:: TASK OBJECTIVE ::
Using the listing that follows, return every line with the word "roads".

:: DATA FOR THIS EXERCISE ::

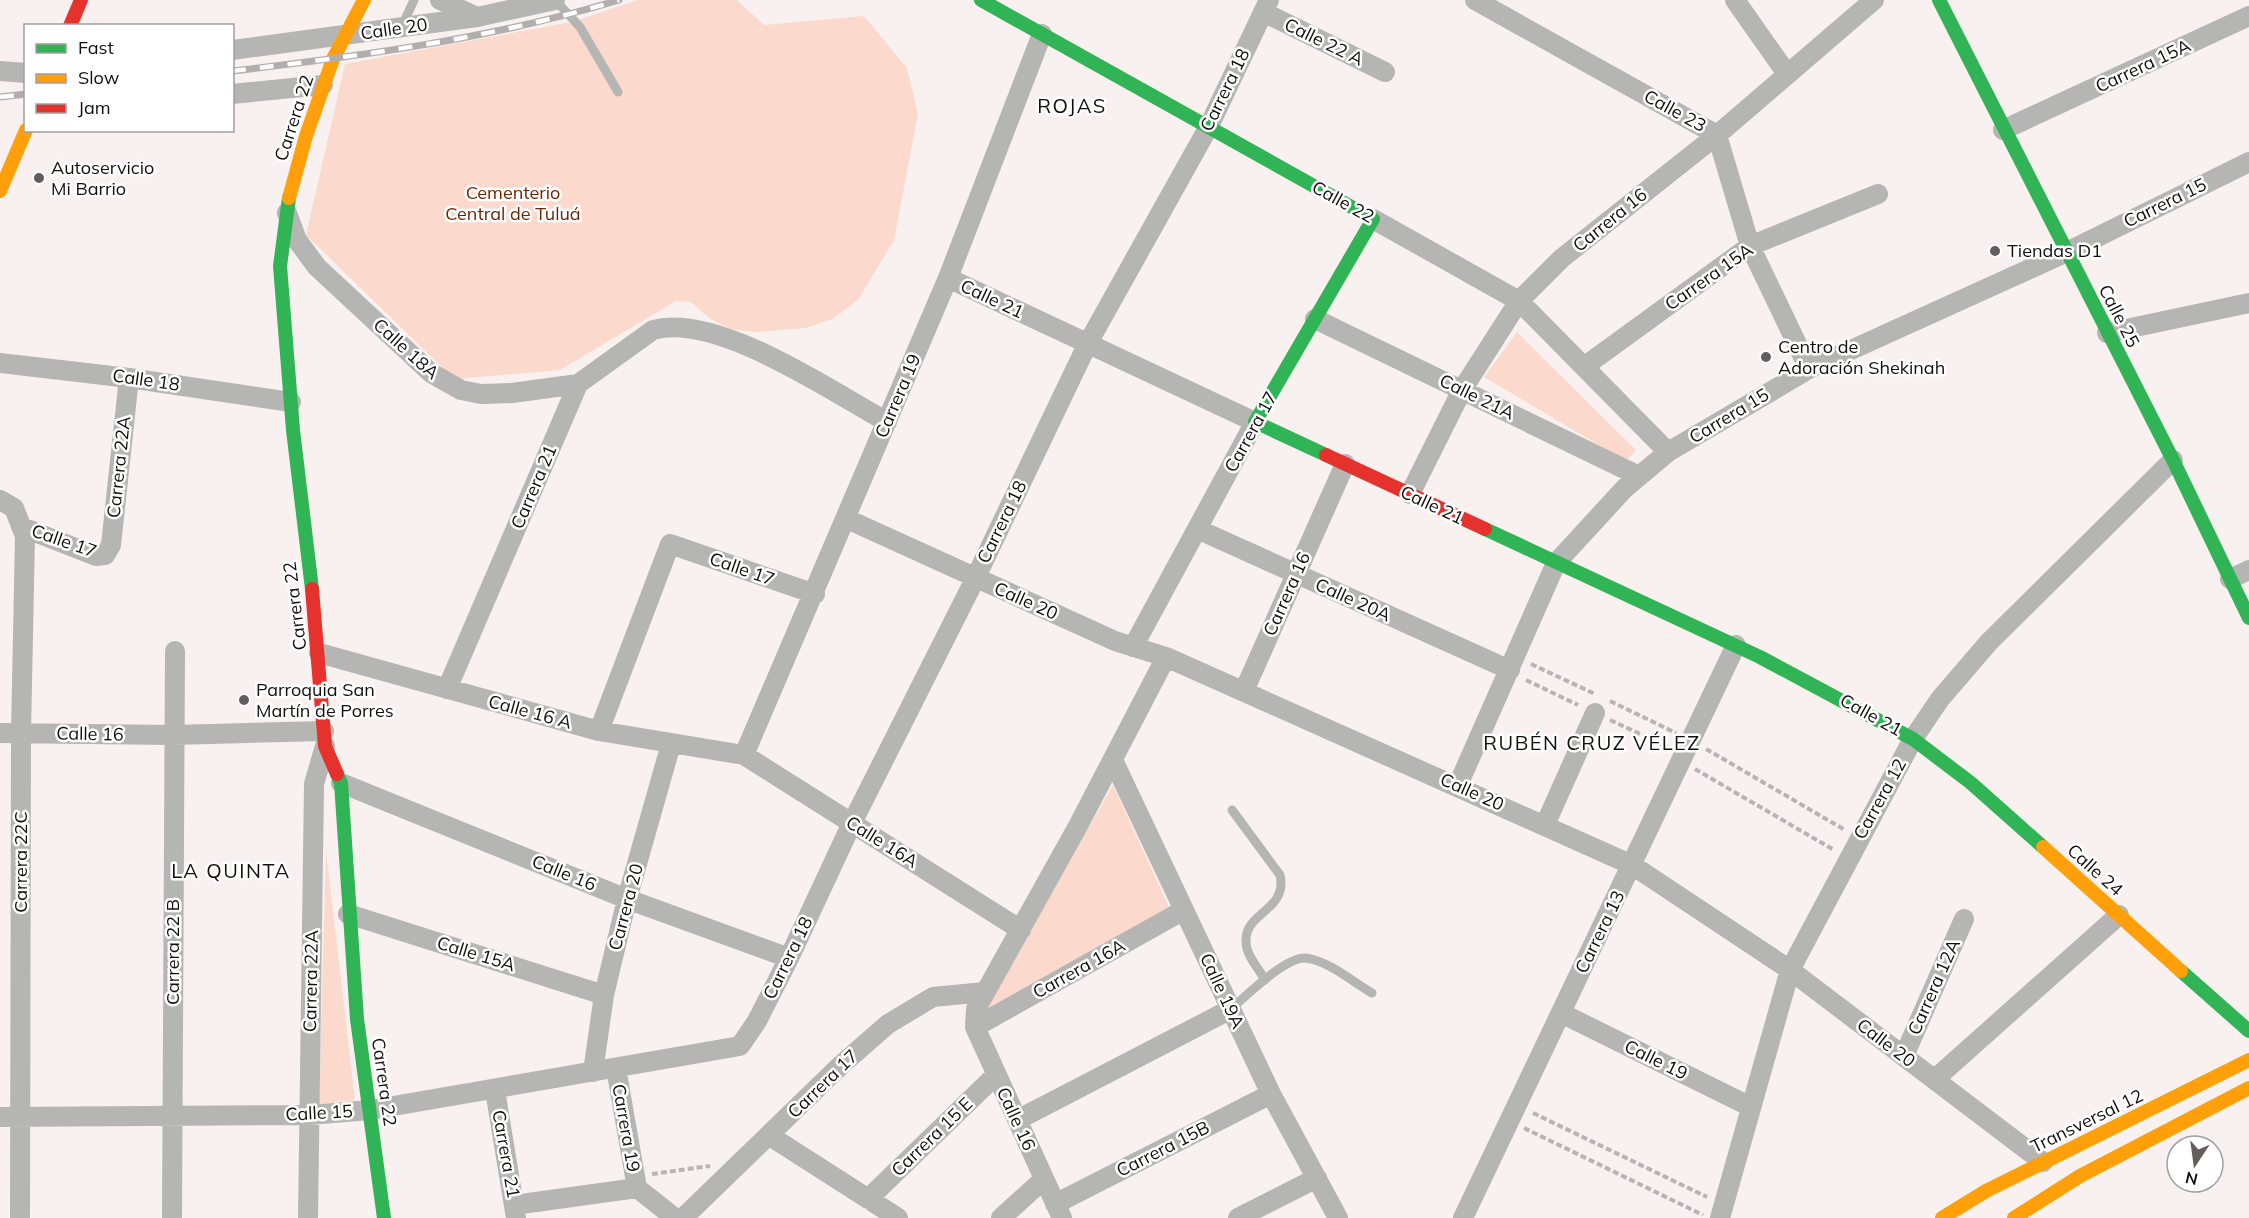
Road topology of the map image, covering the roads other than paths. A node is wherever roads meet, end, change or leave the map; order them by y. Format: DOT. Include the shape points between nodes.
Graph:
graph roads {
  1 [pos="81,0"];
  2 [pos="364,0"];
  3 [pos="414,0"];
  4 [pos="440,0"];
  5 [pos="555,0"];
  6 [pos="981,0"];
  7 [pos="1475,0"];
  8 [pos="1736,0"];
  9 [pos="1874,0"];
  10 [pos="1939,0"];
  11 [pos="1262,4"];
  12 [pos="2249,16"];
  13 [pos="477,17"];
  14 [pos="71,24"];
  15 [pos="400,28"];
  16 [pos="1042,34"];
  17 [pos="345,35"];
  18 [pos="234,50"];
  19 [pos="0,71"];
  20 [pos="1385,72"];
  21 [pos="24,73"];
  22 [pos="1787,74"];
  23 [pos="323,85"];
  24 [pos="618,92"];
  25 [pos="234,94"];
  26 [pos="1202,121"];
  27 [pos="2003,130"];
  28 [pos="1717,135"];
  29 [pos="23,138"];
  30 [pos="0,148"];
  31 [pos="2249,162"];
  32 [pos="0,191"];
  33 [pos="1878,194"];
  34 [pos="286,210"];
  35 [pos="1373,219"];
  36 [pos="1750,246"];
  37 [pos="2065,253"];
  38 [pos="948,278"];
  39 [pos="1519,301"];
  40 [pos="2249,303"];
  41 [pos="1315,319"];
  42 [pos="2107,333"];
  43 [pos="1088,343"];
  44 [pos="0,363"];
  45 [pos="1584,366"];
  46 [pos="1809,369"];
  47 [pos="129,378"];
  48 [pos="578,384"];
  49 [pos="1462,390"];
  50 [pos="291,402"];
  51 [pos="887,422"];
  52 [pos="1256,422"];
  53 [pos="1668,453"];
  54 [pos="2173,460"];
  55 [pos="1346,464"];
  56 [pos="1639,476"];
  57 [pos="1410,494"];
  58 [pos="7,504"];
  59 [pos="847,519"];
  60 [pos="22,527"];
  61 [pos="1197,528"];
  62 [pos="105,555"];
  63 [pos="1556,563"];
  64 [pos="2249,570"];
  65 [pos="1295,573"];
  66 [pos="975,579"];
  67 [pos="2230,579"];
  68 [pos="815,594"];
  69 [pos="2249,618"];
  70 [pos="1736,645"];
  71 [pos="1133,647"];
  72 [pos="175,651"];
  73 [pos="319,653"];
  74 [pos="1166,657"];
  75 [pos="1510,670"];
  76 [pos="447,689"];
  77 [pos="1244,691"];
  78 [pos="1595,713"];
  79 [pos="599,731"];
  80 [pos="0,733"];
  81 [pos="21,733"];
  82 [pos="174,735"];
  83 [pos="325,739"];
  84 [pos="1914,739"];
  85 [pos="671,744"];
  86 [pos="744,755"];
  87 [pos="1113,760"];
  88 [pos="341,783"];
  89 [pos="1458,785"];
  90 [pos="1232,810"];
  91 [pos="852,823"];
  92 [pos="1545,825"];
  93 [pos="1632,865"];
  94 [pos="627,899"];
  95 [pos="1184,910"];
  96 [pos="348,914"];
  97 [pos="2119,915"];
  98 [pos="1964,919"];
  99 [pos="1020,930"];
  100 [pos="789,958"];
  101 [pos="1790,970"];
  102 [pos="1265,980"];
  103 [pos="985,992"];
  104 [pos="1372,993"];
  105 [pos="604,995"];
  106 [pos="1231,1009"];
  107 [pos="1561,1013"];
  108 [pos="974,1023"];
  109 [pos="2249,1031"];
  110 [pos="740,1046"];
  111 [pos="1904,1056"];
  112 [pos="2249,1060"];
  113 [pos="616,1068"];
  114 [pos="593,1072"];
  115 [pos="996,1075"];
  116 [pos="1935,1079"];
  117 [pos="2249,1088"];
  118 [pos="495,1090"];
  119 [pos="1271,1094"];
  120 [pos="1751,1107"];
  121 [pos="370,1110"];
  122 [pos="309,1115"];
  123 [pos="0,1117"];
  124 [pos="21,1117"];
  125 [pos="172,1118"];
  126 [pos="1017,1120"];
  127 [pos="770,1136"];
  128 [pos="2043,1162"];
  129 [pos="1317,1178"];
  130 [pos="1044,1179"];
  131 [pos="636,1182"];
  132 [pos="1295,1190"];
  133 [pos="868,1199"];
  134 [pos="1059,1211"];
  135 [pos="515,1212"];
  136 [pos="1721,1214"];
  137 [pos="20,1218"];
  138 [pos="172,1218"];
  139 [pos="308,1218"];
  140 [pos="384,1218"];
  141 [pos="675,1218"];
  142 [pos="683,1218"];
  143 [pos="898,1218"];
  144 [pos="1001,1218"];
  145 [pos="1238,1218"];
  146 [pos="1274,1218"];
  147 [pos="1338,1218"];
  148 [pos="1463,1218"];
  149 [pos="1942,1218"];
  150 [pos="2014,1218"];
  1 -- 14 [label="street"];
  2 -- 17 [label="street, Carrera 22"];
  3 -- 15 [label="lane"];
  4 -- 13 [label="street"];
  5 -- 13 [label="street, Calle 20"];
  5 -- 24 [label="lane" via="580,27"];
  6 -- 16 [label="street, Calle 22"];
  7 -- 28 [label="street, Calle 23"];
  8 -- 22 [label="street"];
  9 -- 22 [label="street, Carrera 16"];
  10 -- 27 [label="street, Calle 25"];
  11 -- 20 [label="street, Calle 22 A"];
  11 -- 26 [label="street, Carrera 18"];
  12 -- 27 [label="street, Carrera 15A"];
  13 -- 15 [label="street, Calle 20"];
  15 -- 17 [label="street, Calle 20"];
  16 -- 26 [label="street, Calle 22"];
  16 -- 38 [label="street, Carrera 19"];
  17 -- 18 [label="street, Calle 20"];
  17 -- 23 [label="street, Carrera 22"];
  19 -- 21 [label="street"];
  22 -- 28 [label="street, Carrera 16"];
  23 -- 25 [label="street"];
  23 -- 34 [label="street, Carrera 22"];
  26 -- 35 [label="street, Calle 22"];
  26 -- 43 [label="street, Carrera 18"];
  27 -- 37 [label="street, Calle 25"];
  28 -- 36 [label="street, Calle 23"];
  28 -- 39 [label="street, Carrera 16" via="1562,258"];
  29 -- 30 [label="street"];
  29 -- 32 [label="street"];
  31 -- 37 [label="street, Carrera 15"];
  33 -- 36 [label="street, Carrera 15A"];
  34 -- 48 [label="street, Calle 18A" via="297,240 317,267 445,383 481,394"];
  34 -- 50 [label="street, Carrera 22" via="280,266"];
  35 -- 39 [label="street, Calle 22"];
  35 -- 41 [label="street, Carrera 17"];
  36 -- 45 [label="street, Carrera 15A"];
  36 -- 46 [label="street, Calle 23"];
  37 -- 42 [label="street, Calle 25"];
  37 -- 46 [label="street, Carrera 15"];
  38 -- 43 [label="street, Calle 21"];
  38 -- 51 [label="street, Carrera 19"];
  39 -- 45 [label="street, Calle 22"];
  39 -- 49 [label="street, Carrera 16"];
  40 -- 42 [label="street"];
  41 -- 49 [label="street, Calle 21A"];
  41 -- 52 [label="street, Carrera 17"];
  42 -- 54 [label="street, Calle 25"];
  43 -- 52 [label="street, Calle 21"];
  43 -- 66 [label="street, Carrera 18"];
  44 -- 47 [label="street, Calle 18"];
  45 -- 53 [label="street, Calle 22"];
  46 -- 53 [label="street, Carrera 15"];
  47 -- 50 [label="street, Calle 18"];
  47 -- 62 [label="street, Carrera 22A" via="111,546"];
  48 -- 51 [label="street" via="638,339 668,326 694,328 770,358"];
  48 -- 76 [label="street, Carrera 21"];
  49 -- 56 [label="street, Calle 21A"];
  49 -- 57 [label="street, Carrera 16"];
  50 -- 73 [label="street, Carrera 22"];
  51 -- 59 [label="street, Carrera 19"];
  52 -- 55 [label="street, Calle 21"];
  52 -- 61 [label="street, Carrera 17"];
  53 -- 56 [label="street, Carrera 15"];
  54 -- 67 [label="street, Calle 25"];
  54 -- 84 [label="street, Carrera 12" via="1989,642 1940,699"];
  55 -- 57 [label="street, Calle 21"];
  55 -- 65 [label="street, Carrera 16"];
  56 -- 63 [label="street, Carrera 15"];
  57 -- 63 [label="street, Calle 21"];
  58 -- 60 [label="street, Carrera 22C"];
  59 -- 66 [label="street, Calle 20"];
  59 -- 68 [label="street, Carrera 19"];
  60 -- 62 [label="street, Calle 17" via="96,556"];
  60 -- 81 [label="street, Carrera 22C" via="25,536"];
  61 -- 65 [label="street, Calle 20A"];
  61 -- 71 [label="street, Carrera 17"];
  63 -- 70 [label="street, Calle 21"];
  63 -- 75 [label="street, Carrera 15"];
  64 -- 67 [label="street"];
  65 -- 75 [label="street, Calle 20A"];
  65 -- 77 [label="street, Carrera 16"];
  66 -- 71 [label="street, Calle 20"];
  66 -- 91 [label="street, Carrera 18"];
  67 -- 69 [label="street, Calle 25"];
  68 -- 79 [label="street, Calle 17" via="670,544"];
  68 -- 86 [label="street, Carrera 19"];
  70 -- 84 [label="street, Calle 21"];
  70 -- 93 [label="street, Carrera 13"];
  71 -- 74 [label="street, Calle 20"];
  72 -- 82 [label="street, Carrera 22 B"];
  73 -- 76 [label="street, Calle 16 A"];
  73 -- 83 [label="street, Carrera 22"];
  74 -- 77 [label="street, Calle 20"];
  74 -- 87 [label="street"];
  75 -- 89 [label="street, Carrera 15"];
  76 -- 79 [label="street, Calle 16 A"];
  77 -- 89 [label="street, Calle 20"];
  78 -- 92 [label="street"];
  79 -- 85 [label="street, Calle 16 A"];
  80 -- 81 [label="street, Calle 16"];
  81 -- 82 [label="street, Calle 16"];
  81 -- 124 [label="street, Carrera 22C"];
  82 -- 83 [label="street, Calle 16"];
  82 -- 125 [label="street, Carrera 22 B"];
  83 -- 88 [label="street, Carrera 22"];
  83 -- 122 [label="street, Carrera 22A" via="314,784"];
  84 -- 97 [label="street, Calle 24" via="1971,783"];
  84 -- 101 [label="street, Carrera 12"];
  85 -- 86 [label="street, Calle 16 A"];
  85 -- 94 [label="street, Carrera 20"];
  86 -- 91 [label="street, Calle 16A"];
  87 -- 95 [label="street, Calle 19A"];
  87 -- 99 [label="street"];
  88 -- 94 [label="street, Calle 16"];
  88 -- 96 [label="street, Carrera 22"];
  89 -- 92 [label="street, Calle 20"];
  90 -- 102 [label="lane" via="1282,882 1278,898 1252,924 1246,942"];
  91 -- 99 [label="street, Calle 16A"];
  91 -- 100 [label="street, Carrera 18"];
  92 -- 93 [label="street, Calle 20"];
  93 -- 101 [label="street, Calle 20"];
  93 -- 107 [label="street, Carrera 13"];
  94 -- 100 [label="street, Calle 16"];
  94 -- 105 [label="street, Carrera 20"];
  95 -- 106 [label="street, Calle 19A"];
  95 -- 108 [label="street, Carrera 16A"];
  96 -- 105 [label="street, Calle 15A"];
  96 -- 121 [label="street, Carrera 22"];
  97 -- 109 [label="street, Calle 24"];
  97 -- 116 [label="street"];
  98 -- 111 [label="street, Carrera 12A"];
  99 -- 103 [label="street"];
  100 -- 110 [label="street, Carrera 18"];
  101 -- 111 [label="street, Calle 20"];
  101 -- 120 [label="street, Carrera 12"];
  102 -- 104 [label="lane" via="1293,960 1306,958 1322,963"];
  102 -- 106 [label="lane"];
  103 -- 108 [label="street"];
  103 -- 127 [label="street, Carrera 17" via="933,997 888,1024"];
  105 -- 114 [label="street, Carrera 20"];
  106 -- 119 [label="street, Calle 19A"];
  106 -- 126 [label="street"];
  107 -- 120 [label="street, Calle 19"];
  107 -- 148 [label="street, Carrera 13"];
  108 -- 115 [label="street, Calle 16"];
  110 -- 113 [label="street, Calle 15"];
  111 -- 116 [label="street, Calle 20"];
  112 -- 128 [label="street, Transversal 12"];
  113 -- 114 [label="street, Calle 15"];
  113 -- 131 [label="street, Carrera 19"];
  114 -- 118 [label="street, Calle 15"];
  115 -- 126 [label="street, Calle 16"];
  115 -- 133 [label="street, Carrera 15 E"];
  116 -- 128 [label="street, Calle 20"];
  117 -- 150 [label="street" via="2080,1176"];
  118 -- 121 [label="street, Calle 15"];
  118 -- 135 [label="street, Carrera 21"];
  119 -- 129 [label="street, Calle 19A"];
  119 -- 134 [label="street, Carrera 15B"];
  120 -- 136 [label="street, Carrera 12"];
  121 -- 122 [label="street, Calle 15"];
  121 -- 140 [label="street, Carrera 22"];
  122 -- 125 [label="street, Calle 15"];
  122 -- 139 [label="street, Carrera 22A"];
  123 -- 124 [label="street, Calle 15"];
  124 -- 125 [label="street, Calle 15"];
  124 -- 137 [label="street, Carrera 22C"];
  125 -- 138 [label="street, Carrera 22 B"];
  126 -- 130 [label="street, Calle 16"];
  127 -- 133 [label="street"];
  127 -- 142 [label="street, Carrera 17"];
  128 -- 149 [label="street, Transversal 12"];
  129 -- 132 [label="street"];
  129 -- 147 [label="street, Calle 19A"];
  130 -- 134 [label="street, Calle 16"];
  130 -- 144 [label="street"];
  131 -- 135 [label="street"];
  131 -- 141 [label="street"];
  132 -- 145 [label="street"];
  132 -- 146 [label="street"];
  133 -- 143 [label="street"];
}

:: TASK RESPONSE ::
Road topology of the map image, covering the roads other than paths. A node is wherever roads meet, end, change or leave the map; order them by y. Format: DOT. Include the shape points between nodes.
graph roads {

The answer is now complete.